* _DIRECTIONS_
Would you return every line of the listing below that has "ImageSurface" in it?

* _DATA RECORDS_
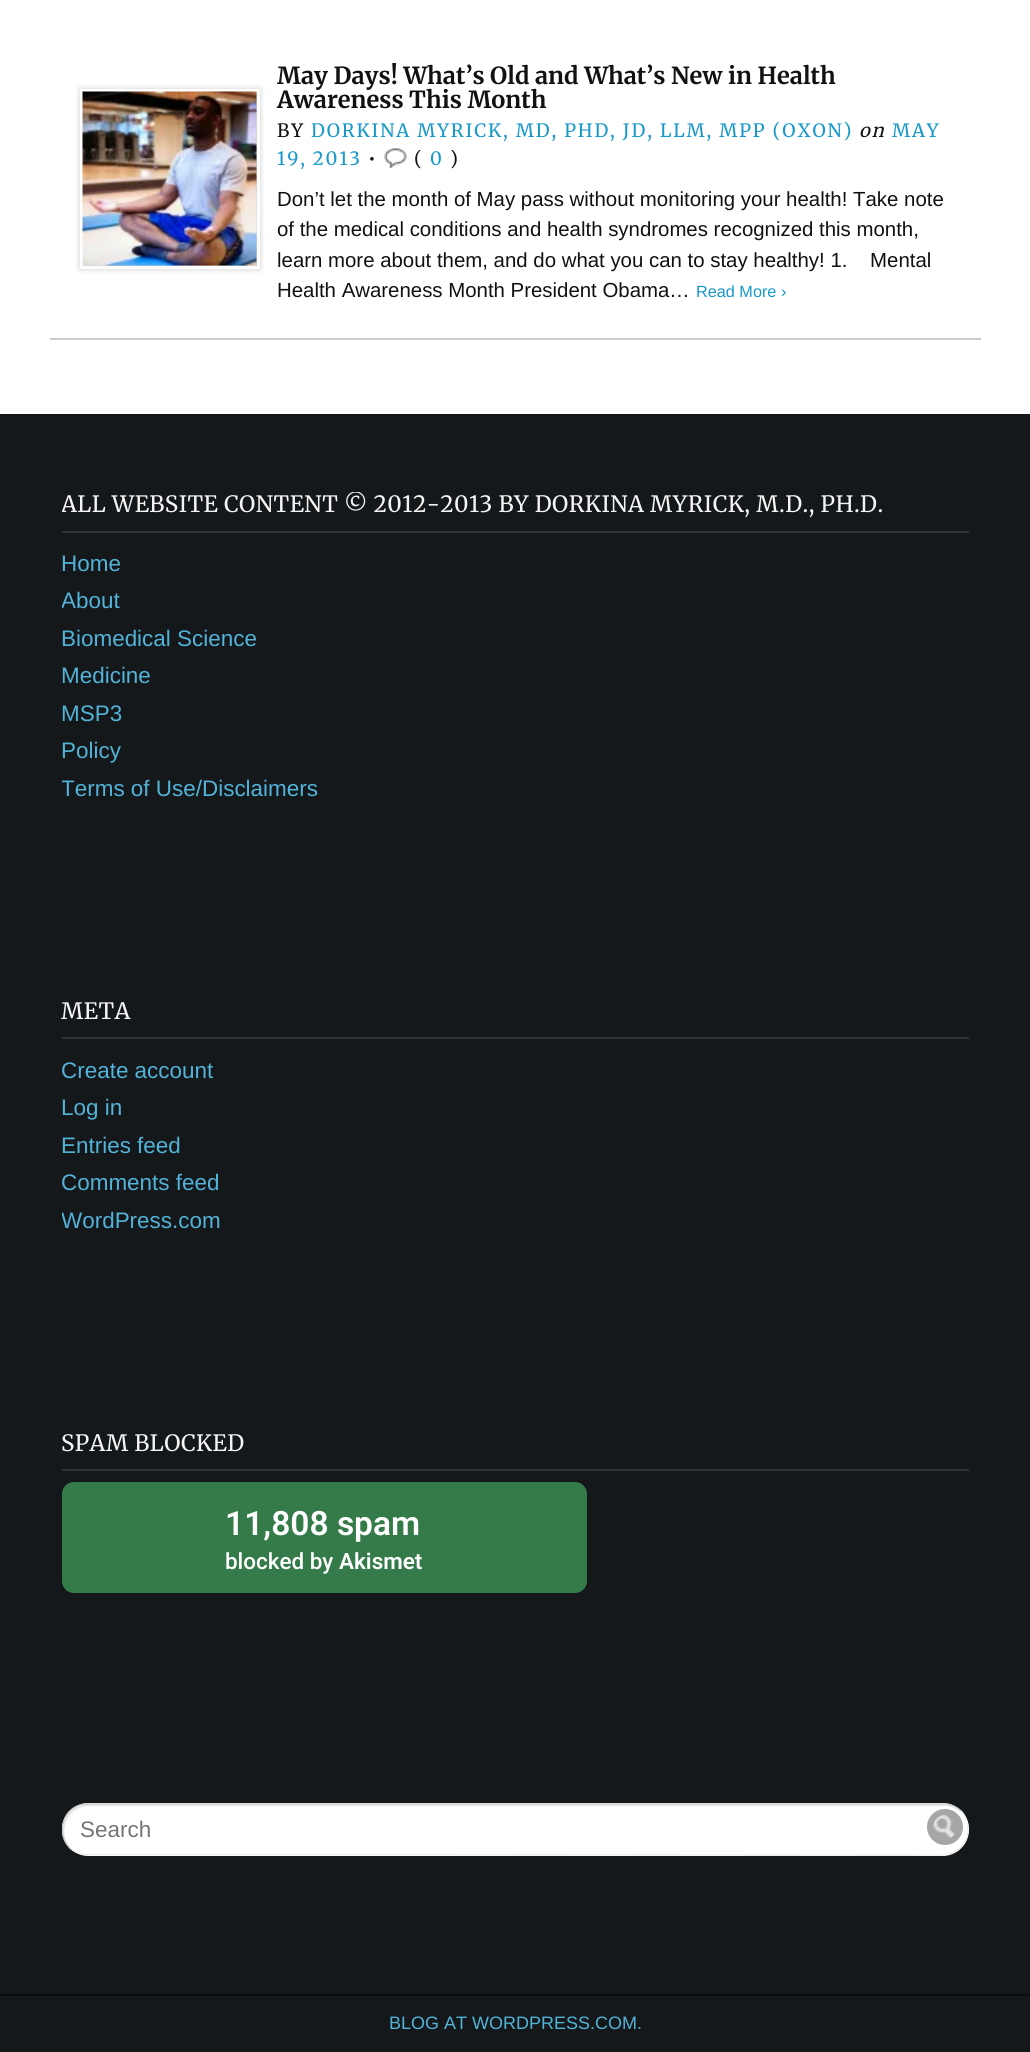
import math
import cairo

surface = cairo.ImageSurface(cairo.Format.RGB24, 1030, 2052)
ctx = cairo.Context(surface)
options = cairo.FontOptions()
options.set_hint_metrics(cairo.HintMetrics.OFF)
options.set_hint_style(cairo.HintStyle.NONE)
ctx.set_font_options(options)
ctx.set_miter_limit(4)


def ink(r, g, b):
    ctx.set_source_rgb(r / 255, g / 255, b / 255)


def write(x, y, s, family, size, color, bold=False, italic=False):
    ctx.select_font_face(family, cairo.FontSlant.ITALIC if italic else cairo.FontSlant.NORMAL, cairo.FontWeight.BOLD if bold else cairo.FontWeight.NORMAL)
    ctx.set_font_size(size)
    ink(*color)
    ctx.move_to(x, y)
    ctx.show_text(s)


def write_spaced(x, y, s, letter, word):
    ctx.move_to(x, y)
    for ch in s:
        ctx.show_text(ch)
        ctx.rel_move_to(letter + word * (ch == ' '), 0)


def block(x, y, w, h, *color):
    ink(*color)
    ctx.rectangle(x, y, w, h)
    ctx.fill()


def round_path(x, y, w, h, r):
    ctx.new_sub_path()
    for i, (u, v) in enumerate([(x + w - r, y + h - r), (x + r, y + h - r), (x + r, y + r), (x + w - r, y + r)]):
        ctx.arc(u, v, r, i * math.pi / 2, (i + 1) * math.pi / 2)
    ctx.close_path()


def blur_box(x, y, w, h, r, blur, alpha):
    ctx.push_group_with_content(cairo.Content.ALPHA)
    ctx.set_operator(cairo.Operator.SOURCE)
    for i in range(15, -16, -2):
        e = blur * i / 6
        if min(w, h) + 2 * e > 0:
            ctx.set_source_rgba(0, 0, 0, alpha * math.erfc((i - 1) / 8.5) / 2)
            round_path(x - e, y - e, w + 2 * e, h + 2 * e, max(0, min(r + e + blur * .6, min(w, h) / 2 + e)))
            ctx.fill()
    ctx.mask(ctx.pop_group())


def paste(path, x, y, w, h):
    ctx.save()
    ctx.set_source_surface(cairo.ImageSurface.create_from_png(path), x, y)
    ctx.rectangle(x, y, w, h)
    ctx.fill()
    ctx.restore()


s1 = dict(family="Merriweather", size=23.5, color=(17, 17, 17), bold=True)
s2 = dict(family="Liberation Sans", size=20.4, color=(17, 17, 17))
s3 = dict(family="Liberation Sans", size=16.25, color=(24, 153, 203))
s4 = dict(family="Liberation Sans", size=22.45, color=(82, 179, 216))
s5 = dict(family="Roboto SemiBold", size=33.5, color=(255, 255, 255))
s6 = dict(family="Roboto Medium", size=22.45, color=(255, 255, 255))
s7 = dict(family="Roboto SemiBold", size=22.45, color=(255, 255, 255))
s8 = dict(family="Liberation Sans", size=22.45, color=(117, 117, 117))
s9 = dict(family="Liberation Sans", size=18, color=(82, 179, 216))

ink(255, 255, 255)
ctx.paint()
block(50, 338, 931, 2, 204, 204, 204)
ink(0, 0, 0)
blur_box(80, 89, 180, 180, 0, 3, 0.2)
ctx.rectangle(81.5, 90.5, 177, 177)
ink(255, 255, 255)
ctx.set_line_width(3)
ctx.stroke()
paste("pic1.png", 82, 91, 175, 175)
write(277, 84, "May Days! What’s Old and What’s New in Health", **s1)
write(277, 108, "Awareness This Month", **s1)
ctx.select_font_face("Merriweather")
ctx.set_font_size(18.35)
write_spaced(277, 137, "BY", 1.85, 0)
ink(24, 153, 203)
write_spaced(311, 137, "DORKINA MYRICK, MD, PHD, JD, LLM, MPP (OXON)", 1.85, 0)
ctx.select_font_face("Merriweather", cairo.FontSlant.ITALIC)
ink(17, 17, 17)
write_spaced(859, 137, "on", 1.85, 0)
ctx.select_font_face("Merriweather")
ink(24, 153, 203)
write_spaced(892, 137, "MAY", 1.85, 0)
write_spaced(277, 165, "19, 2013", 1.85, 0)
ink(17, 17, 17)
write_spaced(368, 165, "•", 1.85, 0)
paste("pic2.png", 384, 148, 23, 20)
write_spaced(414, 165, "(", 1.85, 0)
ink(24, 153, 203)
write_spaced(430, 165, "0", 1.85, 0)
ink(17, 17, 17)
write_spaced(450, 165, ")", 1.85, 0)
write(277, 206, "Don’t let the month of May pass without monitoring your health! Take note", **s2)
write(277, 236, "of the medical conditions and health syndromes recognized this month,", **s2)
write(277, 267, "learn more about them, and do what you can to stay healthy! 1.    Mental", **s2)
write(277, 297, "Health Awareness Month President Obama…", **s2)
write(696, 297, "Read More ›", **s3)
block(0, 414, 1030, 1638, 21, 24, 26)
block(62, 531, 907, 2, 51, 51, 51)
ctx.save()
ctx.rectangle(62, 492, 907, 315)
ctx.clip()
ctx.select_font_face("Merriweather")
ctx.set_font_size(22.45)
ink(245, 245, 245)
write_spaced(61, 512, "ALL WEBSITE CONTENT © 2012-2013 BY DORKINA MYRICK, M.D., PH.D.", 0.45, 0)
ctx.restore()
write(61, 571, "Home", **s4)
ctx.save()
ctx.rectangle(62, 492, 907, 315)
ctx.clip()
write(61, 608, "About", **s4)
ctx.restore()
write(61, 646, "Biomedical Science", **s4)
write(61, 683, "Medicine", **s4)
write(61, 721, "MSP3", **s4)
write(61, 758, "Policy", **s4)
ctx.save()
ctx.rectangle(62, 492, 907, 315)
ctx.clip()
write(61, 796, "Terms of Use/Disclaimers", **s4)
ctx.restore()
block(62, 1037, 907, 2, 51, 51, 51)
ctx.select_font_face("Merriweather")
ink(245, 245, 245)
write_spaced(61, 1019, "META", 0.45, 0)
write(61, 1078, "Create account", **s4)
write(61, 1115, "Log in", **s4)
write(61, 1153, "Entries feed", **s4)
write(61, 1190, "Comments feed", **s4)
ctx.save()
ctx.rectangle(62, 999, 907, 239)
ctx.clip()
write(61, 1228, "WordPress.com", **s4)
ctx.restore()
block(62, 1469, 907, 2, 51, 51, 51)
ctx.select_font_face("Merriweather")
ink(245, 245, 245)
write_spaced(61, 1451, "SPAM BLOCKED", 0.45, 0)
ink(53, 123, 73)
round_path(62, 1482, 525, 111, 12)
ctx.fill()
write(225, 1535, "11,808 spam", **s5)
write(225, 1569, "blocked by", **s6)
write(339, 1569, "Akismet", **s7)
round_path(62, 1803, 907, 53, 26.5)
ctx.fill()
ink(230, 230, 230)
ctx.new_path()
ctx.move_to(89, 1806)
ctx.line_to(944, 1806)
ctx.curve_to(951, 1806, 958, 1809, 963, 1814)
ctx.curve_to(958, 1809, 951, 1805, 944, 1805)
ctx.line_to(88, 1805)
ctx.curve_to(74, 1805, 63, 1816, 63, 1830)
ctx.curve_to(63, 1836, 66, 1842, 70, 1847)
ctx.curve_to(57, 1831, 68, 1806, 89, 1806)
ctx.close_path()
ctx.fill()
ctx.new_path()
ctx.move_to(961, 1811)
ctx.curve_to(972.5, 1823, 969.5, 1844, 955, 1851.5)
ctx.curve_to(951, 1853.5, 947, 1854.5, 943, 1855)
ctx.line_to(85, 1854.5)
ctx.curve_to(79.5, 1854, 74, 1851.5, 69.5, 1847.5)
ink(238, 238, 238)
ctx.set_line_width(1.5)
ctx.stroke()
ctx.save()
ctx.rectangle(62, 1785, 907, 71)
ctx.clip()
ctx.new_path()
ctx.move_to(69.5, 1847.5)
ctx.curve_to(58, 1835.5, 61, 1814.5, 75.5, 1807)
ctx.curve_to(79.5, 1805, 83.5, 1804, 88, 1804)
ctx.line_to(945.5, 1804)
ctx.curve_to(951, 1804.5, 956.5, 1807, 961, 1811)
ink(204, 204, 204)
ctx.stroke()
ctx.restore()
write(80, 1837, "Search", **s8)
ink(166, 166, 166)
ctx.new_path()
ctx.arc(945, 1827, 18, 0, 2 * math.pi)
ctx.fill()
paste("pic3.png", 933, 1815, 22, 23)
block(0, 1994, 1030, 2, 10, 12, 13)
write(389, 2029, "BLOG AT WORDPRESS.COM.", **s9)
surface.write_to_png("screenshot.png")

* _RESPONSE TO THE EXERCISE_
surface = cairo.ImageSurface(cairo.Format.RGB24, 1030, 2052)
    ctx.set_source_surface(cairo.ImageSurface.create_from_png(path), x, y)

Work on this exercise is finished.